Altrettanto lo è Bartoli: «Io avrei
voluto votare Bertinelli e avrei voluto votare Pd […] e l’ho detto fin da
subito ma, nonostante questo, c’è stata una volontà di esclusione ad personam.
Per questo non voterò Bertinelli perché, su tutta la vicenda, invece che fare
davvero l’uomo che unisce, ha espresso un silenzio inquietante».

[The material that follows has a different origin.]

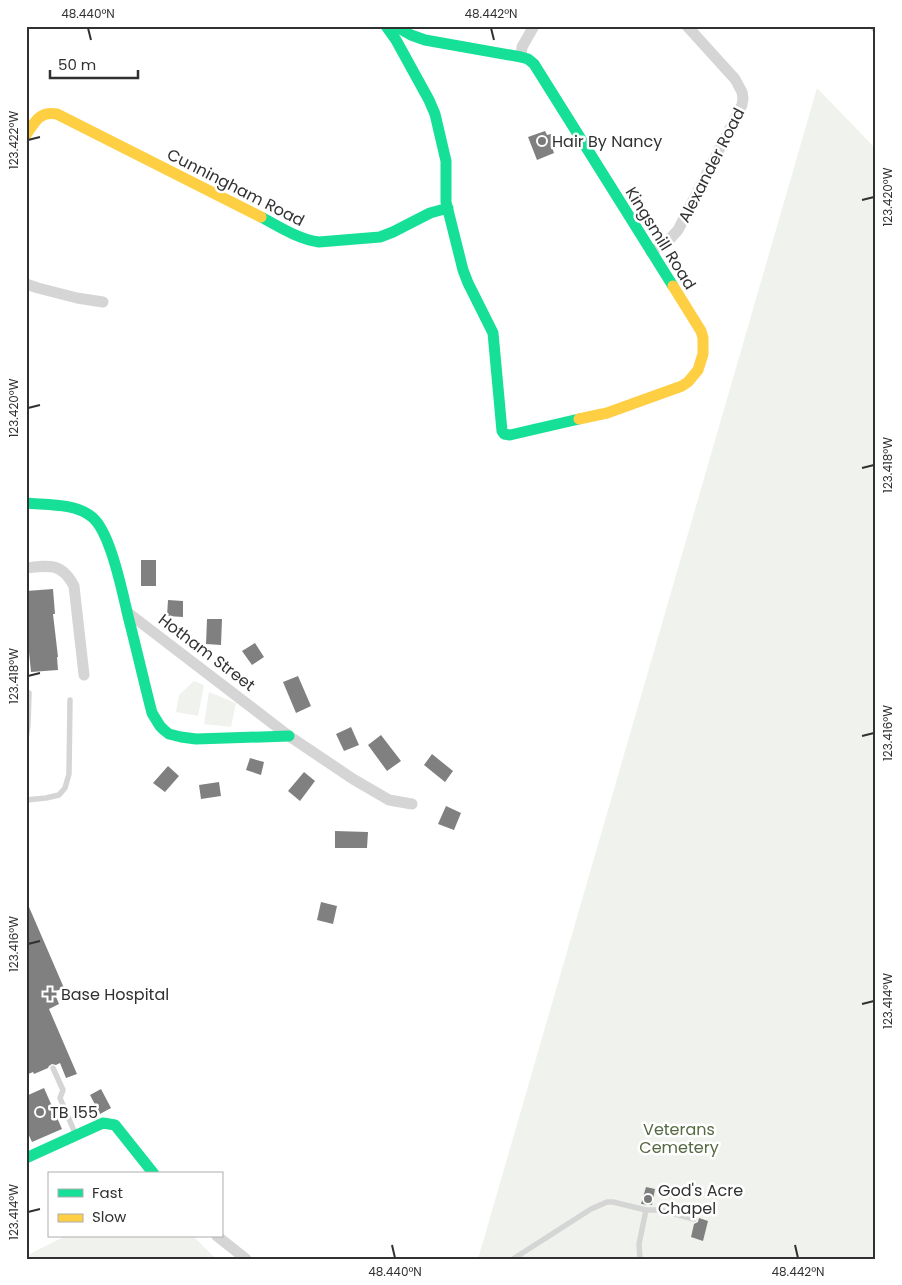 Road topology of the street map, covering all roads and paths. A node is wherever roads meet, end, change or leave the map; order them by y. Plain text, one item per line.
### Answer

Entro questi due poli si iscrive
completamente la novità di Bertinelli, quello che porterà al Comune di
Pistoia, retto – ormai da un’eternità – da quello che Capecchi chiama ‘il
partito del potere’ e che collima perfettamente con la definizione satirica da
me data di P(artito) D(ominante).
Bertinelli, riprendo, è perfettamente
iscritto entro questi termini: quindi mi chiedo cosa potrà portare di nuovo,
dato che perfino chi lo vota (e torno a Capecchi), oltre che augurarsi che il
Pd paghi l’errore-Bartoli, spera (e sottolineo spera) anche che
Bertinelli riesca a «mantenersi libero e a volare sopra la palude» conformistica
del Partito Dominante. Obiettivamente non mi pare proprio una bella prospettiva,
anche se, alla fine, prevale l’idea del blocco della scelta pure per Capecchi
stesso (male!) di cui, personalmente, sono amico.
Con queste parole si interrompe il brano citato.